- Dr Whetnall
- Born: 6 September 1910 Kingston upon Hull, England
- Died: 23 October 1965 (aged 55) Marylebone, London, England

= Edith Whetnall =

English ENT surgeon (1910–1965)

Edith Aileen Maude Whetnall, (6 September 1910 – 23 October 1965) was an ear, nose and throat surgeon. She was known for her work with children who were almost profoundly deaf.

==Life==
Whetnall was born in Hull on 6 September 1910 to the Reverend Arthur John and Eleanor (née Stormer) Whetnall. Her father was a Wesleyan minister. She qualified as a doctor from King's College, London in 1938 determined to specialise in ear, nose and throat conditions. The following year she married Dr Robert Barrie Niven, on 2 September 1939. Edith joined the Emergency Medical Service during the war. All through 1941 and until September 1945 she was helping Sir Victor Negus to do ear, nose, and throat surgery rising to the job of registrar at King's College Hospital, becoming a fellow of the Royal College of Surgeons and a master's qualification in surgery in 1944. In 1945 she was badly hurt in a car accident.

In 1947 she went to work for the Royal National Throat, Nose and Ear Hospital where she became the first director of what would become the Nuffield Hearing and Speech Centre. This was built at a cost of £100,000 which was promised after a presentation to Lord Nuffield by Whetnall. She also became the hearing consultant (otologist) to London County Council. She succeeded Terence Cawthorne who she had been working with since the war at Horton. She then collaborated with Dennis Fry and they would write two books together about the treatment of children who were deaf. Whetnall and Fry challenged the assumption that severely deaf children would not learn to speak. They had noticed that some profoundly deaf children did speak and this was because their mothers had recognised their condition early and they had spoken directly into their child's ear. This would be called auditory training. Whetnall believed that there were no children born deaf or at least very few who did not have some small residual hearing. This hypothesis was shown to be true as the few exceptions were usually due to disease.

1948 also saw the emergence of hearing aids that could be used to boost any child's remaining hearing making such an approach simpler. In 1953 she started a hostel in Ealing where mothers with deaf children could stay whilst their children were tested and the mother was given training. A second hostel followed in 1958 where older children could stay for some time.

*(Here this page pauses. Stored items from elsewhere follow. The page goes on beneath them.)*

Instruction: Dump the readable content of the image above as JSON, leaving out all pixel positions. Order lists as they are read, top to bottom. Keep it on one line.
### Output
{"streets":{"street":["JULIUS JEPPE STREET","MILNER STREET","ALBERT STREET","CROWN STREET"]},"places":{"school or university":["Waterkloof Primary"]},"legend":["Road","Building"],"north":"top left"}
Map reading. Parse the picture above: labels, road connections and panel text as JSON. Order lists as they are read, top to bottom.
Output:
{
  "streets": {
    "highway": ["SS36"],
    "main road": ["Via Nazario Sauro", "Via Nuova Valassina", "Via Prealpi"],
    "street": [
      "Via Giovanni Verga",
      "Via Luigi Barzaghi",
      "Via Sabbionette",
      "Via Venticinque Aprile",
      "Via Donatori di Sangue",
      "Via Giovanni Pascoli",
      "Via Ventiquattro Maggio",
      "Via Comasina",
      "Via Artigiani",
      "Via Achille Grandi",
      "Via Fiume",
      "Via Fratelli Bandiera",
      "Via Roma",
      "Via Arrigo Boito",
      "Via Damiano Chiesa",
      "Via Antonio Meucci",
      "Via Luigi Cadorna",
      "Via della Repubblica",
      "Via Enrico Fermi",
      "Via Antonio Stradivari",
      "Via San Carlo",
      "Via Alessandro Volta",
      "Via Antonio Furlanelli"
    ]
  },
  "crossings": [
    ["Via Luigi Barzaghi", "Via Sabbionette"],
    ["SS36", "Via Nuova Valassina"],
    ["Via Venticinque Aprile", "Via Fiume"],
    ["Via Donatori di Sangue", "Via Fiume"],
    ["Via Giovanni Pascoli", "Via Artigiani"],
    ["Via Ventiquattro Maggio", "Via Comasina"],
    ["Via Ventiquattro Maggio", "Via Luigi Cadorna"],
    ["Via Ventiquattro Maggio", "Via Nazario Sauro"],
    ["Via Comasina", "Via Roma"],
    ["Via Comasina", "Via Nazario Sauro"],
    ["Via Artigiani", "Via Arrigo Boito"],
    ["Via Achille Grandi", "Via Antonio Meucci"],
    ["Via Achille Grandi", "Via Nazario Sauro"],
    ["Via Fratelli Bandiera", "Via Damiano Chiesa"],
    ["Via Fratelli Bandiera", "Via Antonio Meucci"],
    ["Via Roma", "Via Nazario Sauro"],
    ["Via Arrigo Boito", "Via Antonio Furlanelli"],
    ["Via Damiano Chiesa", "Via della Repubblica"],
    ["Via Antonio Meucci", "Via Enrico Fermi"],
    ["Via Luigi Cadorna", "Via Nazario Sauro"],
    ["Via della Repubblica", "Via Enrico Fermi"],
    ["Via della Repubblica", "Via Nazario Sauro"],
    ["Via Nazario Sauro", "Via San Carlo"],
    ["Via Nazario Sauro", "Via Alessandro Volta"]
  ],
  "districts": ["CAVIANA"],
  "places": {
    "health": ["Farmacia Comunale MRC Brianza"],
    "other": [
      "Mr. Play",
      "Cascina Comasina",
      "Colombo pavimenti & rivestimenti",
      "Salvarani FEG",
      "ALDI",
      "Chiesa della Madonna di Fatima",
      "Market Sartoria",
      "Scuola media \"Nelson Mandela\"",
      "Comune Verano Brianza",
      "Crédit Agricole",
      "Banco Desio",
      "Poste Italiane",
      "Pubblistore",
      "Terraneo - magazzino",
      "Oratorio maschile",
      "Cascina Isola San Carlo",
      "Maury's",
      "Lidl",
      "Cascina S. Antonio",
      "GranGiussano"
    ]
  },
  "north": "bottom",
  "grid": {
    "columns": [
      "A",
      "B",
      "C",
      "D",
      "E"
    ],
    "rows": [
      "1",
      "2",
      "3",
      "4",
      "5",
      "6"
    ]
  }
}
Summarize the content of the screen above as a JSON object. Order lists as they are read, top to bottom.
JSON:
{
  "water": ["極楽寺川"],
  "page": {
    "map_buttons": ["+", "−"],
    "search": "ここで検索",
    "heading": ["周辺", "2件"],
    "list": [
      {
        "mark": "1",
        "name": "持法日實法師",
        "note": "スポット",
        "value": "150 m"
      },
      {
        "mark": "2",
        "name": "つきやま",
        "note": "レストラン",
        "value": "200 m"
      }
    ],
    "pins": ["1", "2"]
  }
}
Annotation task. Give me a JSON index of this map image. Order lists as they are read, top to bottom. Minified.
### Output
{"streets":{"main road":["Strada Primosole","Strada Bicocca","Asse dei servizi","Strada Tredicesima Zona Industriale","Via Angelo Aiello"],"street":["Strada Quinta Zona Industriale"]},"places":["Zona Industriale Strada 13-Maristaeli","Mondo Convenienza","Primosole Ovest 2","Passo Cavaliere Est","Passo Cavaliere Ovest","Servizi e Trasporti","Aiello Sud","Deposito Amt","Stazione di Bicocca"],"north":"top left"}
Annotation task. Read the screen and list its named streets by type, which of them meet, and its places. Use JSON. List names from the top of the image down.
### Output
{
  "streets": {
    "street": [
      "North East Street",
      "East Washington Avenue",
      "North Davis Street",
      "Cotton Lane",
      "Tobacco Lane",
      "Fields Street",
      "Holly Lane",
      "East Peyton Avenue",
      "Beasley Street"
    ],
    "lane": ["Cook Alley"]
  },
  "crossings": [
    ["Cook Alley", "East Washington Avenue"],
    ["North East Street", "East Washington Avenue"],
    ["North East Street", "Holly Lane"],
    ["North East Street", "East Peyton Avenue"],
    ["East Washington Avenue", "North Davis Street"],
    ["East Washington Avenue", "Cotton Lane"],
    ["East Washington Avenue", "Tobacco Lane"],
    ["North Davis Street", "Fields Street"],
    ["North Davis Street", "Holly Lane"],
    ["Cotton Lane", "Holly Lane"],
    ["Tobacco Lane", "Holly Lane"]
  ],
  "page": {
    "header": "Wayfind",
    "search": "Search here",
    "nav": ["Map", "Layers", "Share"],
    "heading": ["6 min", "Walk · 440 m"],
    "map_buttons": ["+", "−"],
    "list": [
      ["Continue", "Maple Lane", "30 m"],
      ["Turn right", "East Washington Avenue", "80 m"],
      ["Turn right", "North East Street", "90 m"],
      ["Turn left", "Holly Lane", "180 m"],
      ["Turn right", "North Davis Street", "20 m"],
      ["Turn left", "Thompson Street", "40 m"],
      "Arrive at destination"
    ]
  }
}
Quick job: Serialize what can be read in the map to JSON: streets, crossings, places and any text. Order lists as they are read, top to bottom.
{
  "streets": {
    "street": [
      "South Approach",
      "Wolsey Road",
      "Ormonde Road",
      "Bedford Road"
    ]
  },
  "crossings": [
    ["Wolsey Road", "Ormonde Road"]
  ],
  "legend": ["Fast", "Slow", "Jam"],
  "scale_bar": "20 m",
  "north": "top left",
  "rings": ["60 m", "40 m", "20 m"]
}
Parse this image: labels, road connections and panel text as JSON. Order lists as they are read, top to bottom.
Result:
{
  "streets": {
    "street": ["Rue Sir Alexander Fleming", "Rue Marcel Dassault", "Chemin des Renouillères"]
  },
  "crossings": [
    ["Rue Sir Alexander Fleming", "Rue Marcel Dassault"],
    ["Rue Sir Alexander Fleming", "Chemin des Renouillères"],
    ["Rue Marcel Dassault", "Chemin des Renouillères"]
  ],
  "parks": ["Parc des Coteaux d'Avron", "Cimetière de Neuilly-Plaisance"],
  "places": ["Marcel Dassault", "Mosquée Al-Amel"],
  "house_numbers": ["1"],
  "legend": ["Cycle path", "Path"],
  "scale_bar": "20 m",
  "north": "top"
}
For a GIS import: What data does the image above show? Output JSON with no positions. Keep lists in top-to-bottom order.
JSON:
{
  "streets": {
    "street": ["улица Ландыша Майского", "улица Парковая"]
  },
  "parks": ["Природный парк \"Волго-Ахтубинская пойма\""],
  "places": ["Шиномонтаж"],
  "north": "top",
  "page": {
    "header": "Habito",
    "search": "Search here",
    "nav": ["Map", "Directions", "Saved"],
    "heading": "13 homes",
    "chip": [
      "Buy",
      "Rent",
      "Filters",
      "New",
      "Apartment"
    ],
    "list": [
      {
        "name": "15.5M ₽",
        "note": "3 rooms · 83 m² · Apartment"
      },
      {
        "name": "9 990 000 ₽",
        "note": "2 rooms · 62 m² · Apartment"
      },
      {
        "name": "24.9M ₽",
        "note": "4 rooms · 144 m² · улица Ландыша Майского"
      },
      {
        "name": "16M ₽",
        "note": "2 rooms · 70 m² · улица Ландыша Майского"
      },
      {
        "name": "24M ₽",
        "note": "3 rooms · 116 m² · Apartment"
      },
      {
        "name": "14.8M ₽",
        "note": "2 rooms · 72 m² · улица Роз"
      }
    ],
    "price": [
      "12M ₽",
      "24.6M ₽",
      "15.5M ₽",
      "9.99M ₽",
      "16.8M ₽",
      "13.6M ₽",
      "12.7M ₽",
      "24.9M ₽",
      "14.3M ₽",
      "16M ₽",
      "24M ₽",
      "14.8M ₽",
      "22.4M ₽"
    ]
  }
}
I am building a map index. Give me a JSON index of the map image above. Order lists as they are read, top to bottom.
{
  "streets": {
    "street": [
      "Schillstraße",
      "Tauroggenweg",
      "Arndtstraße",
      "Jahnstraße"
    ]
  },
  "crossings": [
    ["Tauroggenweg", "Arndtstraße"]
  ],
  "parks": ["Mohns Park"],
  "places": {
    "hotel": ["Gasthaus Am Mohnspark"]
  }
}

The key point here was the early diagnoses as children developed their key hearing and speech skills in the first or second year. It was established that for the best chances of success then cochlear implants needed to be made whilst a child was very young. Whetnall believed that deaf children who were trained by empowered mothers would be able to attend standard schools with little or no support. Children who were trained in this achieved well in their education.

This approach brought Whetnall some opposition. Some people proposed that Deaf people should be allowed to establish their own culture where sign language can be seen as a primary means of communication and not a substitute language for "the disabled" but a fully functional first language. Irrespective of this criticism cochlear implants were successful even though they could be seen as treating deaf children as abnormal.

==Death and legacy==
Whetnall died of myasthenia gravis in Marylebone on 23 October 1965 having published The Deaf Child with University College London Professor of Phonetics, D.B.Fry, the year before. In 1970 another book was published by Whetnall and Fry titled Learning to Hear. The publication was assisted by her widower Dr Robert Niven.